**DATA IN THIS EXERCISE**
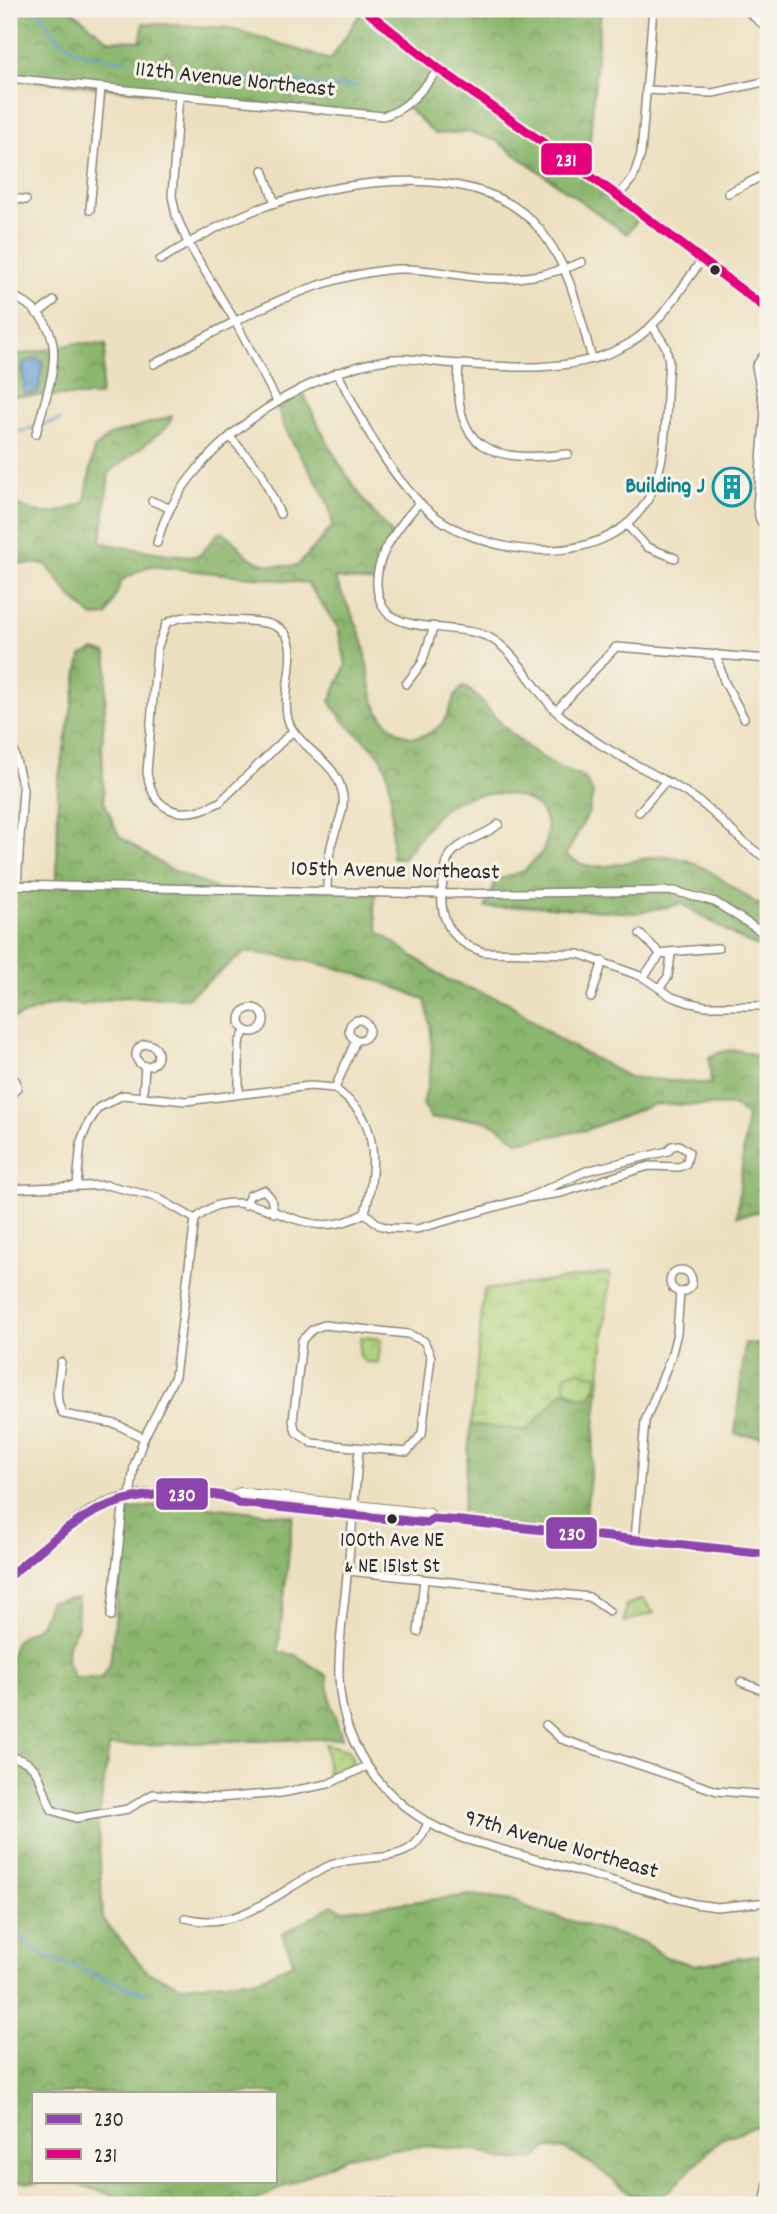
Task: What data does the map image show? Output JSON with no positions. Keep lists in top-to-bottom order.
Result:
{
  "streets": {
    "street": ["112th Avenue Northeast", "105th Avenue Northeast", "97th Avenue Northeast"]
  },
  "places": {
    "building": ["Building J"],
    "other": ["100th Ave NE & NE 151st St"]
  },
  "lines": ["transit line 231", "transit line 230"],
  "legend": ["230", "231"]
}
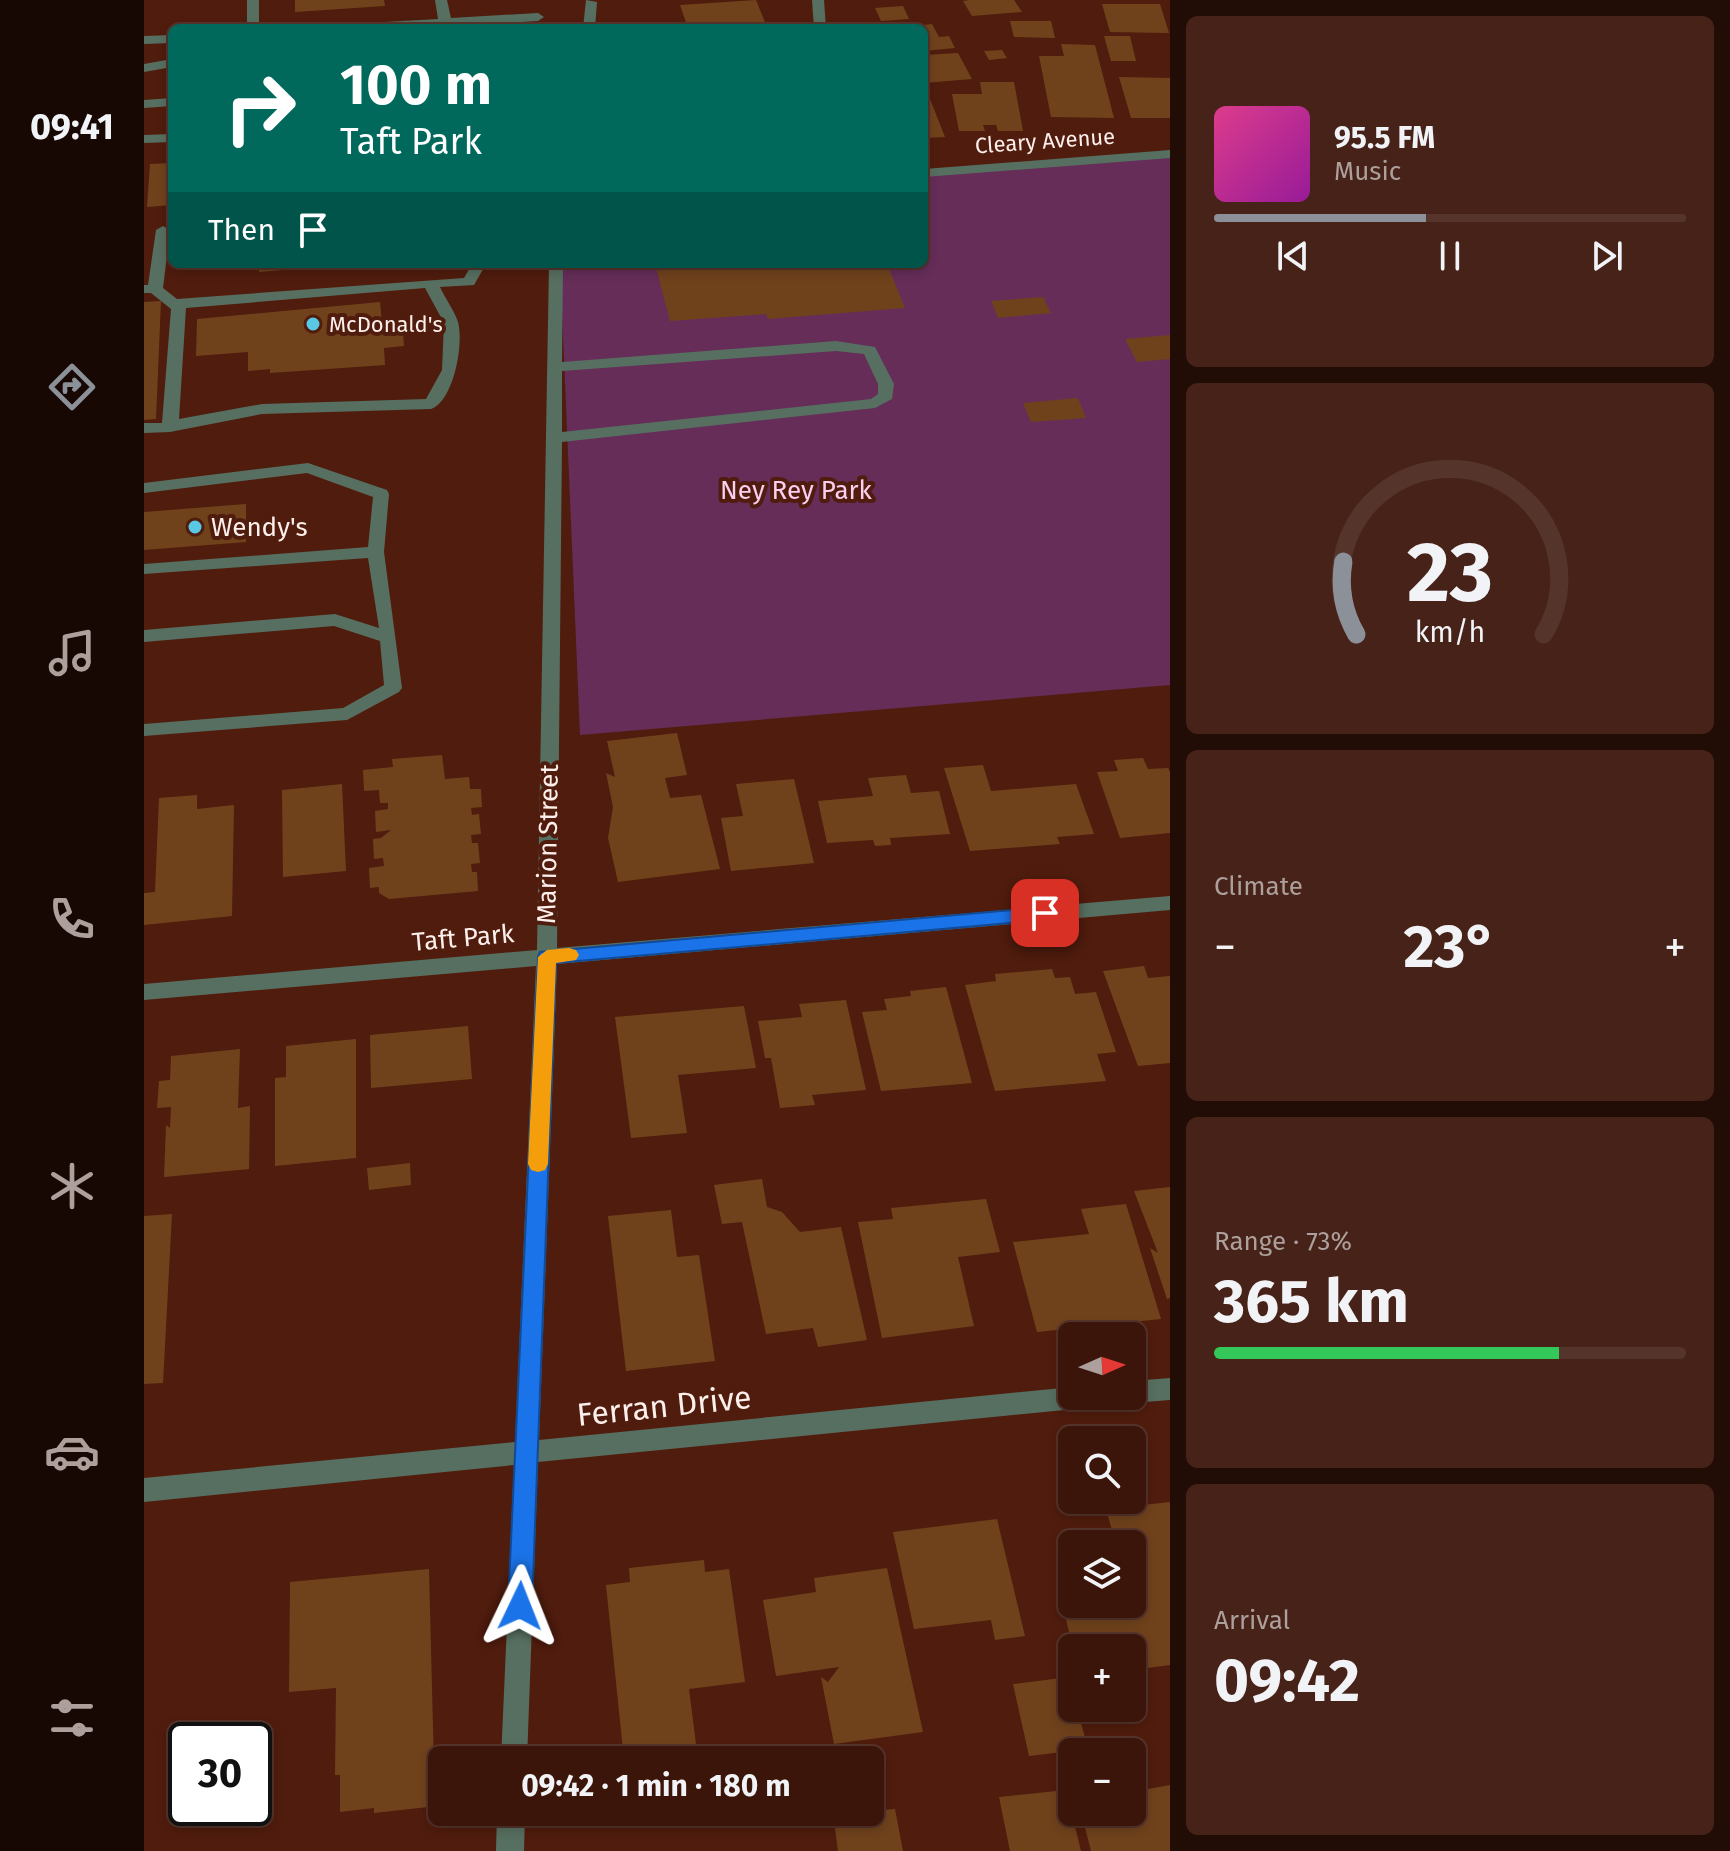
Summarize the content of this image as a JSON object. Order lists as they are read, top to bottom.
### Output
{
  "streets": {
    "street": [
      "Cleary Avenue",
      "Marion Street",
      "Taft Park",
      "Ferran Drive"
    ]
  },
  "crossings": [
    ["Marion Street", "Taft Park"],
    ["Marion Street", "Ferran Drive"]
  ],
  "parks": ["Ney Rey Park"],
  "places": ["McDonald's", "Wendy's"],
  "north": "right",
  "page": {
    "tabs": "09:41",
    "turn": ["100 m", "Taft Park"],
    "song": ["95.5 FM", "Music"],
    "then": "Then",
    "tile": [
      "Climate",
      ["Range · 73%", "365 km"],
      ["Arrival", "09:42"]
    ],
    "heat": ["−", "23°", "+"],
    "map_buttons": ["+", "−"],
    "limit": "30",
    "trip": "09:42 · 1 min · 180 m",
    "gauge": ["23", "km/h"]
  }
}
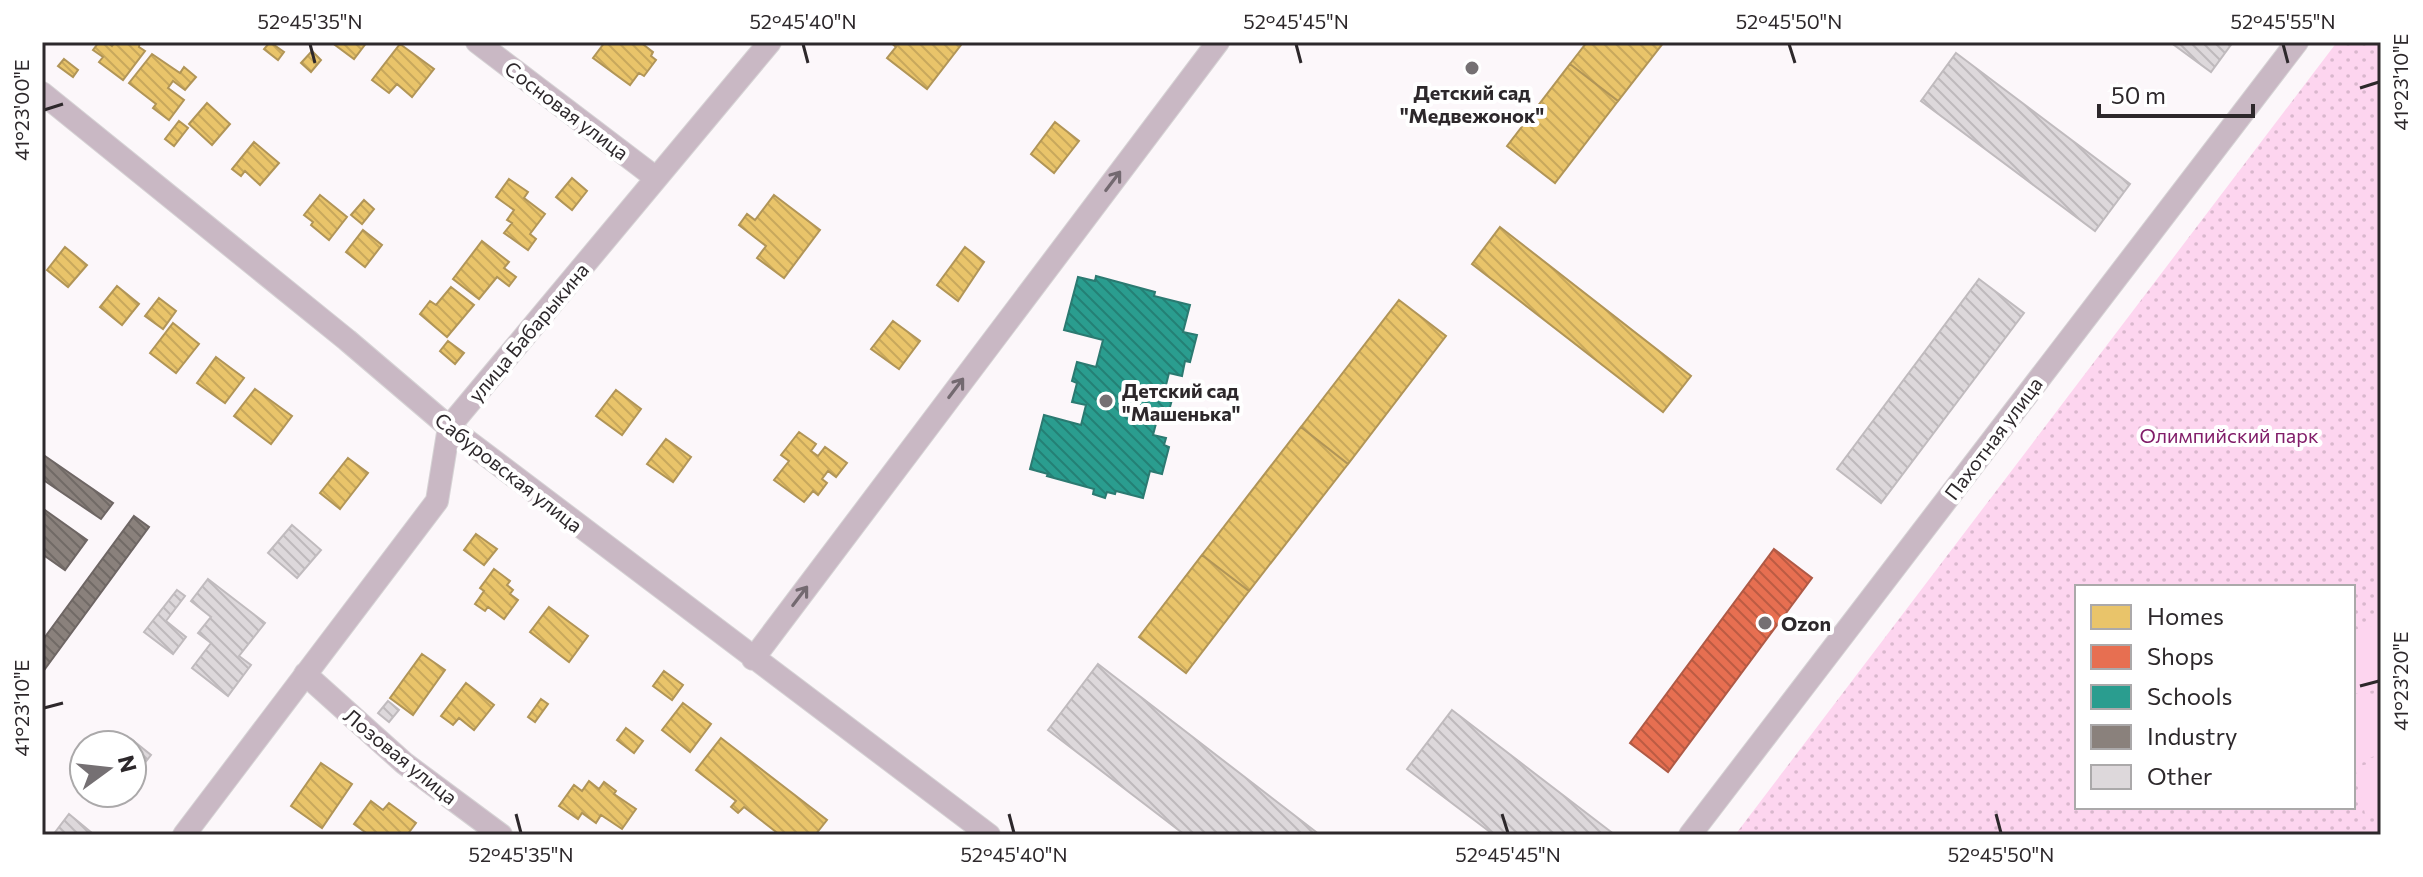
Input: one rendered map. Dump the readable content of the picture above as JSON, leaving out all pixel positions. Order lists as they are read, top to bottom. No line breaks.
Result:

**PROBLEM DESCRIPTION**
What is needed is an exact copy of all the records, minus any pictures.

**RESPONSE AREA**
Task: What data does the map image show? Output JSON with no positions. Keep lists in top-to-bottom order.
Result:
{
  "streets": {
    "street": ["112th Avenue Northeast", "105th Avenue Northeast", "97th Avenue Northeast"]
  },
  "places": {
    "building": ["Building J"],
    "other": ["100th Ave NE & NE 151st St"]
  },
  "lines": ["transit line 231", "transit line 230"],
  "legend": ["230", "231"]
}
Summarize the content of this image as a JSON object. Order lists as they are read, top to bottom.
### Output
{
  "streets": {
    "street": [
      "Cleary Avenue",
      "Marion Street",
      "Taft Park",
      "Ferran Drive"
    ]
  },
  "crossings": [
    ["Marion Street", "Taft Park"],
    ["Marion Street", "Ferran Drive"]
  ],
  "parks": ["Ney Rey Park"],
  "places": ["McDonald's", "Wendy's"],
  "north": "right",
  "page": {
    "tabs": "09:41",
    "turn": ["100 m", "Taft Park"],
    "song": ["95.5 FM", "Music"],
    "then": "Then",
    "tile": [
      "Climate",
      ["Range · 73%", "365 km"],
      ["Arrival", "09:42"]
    ],
    "heat": ["−", "23°", "+"],
    "map_buttons": ["+", "−"],
    "limit": "30",
    "trip": "09:42 · 1 min · 180 m",
    "gauge": ["23", "km/h"]
  }
}
Input: one rendered map. Dump the readable content of the picture above as JSON, leaving out all pixel positions. Order lists as they are read, top to bottom. No line breaks.
Result:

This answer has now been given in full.